For most metrics using this method, taxNames needs to be set, to the same in the two trees. If the taxa differ, this method simply returns -1

The ‘metric’ can be one of ‘sd’ (symmetric difference), ‘wrf’ (weighted Robinson-Foulds), ‘bld’ (Felsenstein’s branch- length distance), or ‘diffs’. The unweighted Robinson-Foulds metric would be the same as the symmetric difference.

There is also an experimental scqdist, but that needs the scqdist.so module, in the QDist directory.

See Felsenstein 2004 Inferring Phylogenies, Pg 529.

The default metric is the very simple ‘sd’, symmetric difference. Using this metric, if the 2 trees share the same set of splits, they are deemed to be the same topology; branch lengths are not compared. This method returns the number of splits that are in self that are not in tree2 plus the number of splits that are in tree2 that are not in self. So it would return 0 for trees that are the same.

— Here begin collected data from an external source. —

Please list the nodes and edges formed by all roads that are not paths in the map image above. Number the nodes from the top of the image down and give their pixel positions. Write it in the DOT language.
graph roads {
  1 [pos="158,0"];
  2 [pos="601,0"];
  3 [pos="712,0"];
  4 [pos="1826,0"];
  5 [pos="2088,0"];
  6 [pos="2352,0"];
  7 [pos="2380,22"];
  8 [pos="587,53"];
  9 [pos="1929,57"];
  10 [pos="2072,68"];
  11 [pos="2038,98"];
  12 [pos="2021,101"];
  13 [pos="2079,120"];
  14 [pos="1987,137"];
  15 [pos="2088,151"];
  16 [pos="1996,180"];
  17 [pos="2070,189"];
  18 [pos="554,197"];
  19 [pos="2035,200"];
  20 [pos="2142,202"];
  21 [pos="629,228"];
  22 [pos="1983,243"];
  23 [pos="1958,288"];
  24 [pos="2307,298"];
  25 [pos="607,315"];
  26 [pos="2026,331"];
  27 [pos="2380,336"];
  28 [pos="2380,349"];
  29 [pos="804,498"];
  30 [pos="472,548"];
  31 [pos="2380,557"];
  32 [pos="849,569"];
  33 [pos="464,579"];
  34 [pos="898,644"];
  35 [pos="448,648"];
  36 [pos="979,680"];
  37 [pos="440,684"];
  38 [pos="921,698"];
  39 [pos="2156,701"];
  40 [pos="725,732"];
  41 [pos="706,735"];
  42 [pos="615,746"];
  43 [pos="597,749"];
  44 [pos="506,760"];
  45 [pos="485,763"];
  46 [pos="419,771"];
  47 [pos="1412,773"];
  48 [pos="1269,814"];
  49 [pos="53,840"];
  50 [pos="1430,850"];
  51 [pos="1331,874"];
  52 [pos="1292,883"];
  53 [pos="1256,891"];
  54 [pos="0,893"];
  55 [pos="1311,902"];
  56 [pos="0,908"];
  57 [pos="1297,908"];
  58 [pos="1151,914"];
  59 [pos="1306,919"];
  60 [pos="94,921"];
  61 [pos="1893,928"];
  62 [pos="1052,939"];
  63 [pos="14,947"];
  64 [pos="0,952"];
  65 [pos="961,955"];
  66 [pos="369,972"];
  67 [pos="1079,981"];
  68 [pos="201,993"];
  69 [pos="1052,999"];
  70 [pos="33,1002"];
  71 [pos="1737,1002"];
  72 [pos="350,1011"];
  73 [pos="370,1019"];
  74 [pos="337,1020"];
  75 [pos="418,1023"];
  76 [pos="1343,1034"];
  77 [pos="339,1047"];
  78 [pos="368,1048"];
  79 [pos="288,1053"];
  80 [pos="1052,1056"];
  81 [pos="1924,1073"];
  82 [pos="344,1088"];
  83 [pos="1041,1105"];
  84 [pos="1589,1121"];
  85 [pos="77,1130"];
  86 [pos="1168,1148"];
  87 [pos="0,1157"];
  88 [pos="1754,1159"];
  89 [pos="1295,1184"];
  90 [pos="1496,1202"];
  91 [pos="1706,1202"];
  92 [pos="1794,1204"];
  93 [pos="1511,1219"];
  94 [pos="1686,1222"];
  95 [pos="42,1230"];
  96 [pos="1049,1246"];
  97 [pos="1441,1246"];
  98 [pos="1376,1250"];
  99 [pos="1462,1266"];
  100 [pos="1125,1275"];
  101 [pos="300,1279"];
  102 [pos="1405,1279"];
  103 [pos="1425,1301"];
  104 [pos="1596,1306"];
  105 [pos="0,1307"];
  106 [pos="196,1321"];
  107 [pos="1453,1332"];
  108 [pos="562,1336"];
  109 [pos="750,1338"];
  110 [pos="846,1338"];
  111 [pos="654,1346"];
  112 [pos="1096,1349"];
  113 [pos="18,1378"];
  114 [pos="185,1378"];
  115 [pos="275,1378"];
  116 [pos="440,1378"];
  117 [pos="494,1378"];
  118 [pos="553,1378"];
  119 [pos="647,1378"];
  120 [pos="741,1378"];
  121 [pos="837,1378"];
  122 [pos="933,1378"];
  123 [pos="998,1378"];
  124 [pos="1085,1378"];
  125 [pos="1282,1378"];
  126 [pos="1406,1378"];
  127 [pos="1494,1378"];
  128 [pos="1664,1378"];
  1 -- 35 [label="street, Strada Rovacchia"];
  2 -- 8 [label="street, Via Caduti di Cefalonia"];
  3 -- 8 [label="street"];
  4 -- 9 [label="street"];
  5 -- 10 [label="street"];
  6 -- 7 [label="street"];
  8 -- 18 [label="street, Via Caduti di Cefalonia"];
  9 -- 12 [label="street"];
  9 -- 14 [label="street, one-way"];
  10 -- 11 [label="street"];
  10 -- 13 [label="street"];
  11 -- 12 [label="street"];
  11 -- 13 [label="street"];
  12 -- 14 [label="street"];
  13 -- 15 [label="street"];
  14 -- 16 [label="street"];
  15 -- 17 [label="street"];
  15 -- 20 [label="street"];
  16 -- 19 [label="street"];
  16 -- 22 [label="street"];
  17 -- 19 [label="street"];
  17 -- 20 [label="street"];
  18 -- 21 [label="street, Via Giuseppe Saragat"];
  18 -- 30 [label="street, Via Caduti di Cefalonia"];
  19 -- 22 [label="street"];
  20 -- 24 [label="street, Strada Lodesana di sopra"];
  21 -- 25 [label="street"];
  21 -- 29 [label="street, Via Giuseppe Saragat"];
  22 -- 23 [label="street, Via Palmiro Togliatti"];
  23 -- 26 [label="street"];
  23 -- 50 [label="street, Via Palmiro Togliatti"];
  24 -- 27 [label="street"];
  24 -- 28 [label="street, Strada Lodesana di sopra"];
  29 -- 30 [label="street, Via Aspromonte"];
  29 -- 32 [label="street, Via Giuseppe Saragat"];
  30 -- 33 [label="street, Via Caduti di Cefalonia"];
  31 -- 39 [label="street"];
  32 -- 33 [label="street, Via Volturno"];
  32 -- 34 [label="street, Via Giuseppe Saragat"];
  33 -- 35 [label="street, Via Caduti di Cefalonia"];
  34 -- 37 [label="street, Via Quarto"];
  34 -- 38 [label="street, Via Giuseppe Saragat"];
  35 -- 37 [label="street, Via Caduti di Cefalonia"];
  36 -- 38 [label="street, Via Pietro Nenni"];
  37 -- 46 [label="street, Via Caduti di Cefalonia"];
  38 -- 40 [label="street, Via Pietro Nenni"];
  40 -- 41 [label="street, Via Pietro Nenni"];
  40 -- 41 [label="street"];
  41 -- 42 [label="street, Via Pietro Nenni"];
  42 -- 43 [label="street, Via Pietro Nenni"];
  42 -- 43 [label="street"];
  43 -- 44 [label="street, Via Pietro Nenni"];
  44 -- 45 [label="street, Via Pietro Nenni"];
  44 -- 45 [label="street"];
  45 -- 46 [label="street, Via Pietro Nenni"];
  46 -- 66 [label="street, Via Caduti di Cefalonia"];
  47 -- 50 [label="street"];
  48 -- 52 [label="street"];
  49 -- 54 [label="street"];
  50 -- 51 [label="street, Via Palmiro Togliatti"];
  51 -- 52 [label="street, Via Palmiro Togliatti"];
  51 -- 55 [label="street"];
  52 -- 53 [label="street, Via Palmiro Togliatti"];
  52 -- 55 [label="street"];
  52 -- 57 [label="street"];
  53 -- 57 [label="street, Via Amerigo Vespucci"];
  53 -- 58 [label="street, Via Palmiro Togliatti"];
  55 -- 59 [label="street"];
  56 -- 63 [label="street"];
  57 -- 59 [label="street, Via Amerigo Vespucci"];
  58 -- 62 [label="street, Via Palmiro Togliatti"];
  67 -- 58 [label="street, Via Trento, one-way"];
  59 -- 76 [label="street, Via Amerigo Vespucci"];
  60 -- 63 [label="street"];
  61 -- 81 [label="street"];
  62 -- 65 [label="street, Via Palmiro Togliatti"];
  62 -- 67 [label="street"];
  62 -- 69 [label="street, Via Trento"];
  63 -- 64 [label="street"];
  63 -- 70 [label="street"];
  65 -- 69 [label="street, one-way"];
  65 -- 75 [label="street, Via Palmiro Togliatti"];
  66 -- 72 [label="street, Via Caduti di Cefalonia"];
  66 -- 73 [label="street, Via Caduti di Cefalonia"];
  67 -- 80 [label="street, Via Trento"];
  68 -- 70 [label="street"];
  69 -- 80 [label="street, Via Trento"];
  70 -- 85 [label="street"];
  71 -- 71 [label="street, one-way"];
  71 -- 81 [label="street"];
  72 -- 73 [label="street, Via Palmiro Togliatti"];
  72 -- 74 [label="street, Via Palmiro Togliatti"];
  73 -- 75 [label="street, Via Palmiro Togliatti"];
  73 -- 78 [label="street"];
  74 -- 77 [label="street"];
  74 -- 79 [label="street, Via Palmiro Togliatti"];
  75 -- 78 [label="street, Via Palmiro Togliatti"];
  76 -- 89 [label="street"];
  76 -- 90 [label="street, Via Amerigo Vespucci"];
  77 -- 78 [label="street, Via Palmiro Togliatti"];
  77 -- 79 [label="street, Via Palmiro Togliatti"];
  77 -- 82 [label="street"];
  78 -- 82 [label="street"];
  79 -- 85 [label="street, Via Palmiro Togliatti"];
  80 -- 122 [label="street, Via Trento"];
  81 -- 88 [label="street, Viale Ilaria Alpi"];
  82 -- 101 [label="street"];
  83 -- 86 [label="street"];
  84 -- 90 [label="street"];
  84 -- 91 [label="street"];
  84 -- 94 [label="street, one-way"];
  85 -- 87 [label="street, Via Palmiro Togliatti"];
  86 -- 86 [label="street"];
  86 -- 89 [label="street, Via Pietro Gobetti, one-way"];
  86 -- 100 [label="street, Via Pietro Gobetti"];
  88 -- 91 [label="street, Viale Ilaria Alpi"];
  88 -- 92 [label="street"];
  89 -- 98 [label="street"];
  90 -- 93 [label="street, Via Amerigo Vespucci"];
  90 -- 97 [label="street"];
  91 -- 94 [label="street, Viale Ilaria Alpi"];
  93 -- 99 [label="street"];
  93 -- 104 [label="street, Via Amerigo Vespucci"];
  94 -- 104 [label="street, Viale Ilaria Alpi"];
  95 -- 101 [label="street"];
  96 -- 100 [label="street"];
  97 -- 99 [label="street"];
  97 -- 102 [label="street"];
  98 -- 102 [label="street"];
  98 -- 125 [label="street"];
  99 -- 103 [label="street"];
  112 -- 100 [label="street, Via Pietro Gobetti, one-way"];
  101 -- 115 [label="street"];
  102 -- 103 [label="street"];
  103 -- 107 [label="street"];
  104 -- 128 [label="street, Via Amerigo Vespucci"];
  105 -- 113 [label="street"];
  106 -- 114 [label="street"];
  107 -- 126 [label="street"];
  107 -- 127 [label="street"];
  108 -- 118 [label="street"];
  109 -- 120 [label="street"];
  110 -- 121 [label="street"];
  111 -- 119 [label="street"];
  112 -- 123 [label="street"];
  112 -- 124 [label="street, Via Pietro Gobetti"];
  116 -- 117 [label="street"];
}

The ‘wrf’ and ‘bld’ metrics take branch lengths into account. Bifurcating roots complicate things, so they are not allowed for weighted distance calculations.

In the unweighted case (ie metric=’sd’), whether the trees compared have bifurcating roots or not is ignored. So the trees (A,B,(C,D)) and ((A,B),(C,D)) will be deemed to have the same topology, since they have the same splits.

The measurement ‘diffs’, which returns a tuple of 2 numbers – both are set differences. The first is the number of splits in self that are not in tree2, and the second is the number of splits in tree2 that are not in self. (Consider it as the the symmetric difference split into its 2 parts.)

If you calculate a distance and then make a topology change, a subsequent sd topologyDistance calculation will be wrong, as it uses previous splits. So then you need to ‘resetSplitKeySet’.

The ‘scqdist’ metric also gives quartet distances. It was written by Anders Kabell Kristensen for his Masters degree at Aarhus University, 2010. http://www.cs.au.dk/~dalko/thesis/ It has two versions – a pure Python version (that needs scipy) that I do not include here, and a fast C++ version, that I wrapped in python. Its speedy – the ‘sc’ in ‘scqdist’ is for ‘sub-cubic’, ie better than O(n^3).

tv()

Tree Viewer. Show the tree in a gui window.

Needs Tkinter.

If you have nexus taxsets defined, you can show them.

tvTopologyCompare(treeB)

Graphically show topology differences.

The taxNames need to be set, and need to be the same for both trees.

(If the red lines don’t show up right away, try adjusting the size of the windows slightly.)

verifyIdentityWith(otherTree, doSplitKeys)

For MCMC debugging. Verifies that two trees are identical.

write()

This writes out the Newick tree description to sys.stdout.

writeNewick(fName=None, withTranslation=0, translationHash=None, doMcmcCommandComments=0, toString=False, append=False, spaceAfterComma=True)

Write the tree in Newick, aka Phylip, format.

This is done in a Nexus-oriented way. If taxNames have spaces or odd characters, they are single-quoted. There is no restriction on the length of the taxon names. A translationHash can be used.

fName may also be an open file object.

If ‘toString’ is turned on, then ‘fName’ should be None, and a Newick representation of the tree is returned as a string.

The method ‘writePhylip()’ is the same as this, with fewer arguments.

writeNexus(fName=None, append=0, writeTaxaBlockIfTaxNamesIsSet=1, message=None)

Write the tree out in Nexus format, in a trees block.

If fName is None, the default, it is written to sys.stdout.

#NEXUS is written unless we are appending– set append=1.

If you want to write with a translation, use a Trees object.

writePhylip(fName=None, withTranslation=0, translationHash=None, doMcmcCommandComments=0)

Write the tree in Phylip or Newick format.

(This method is just a dupe of writeNewick(). Without the ‘toString’ or ‘append’ args.)

fName may also be an open file object.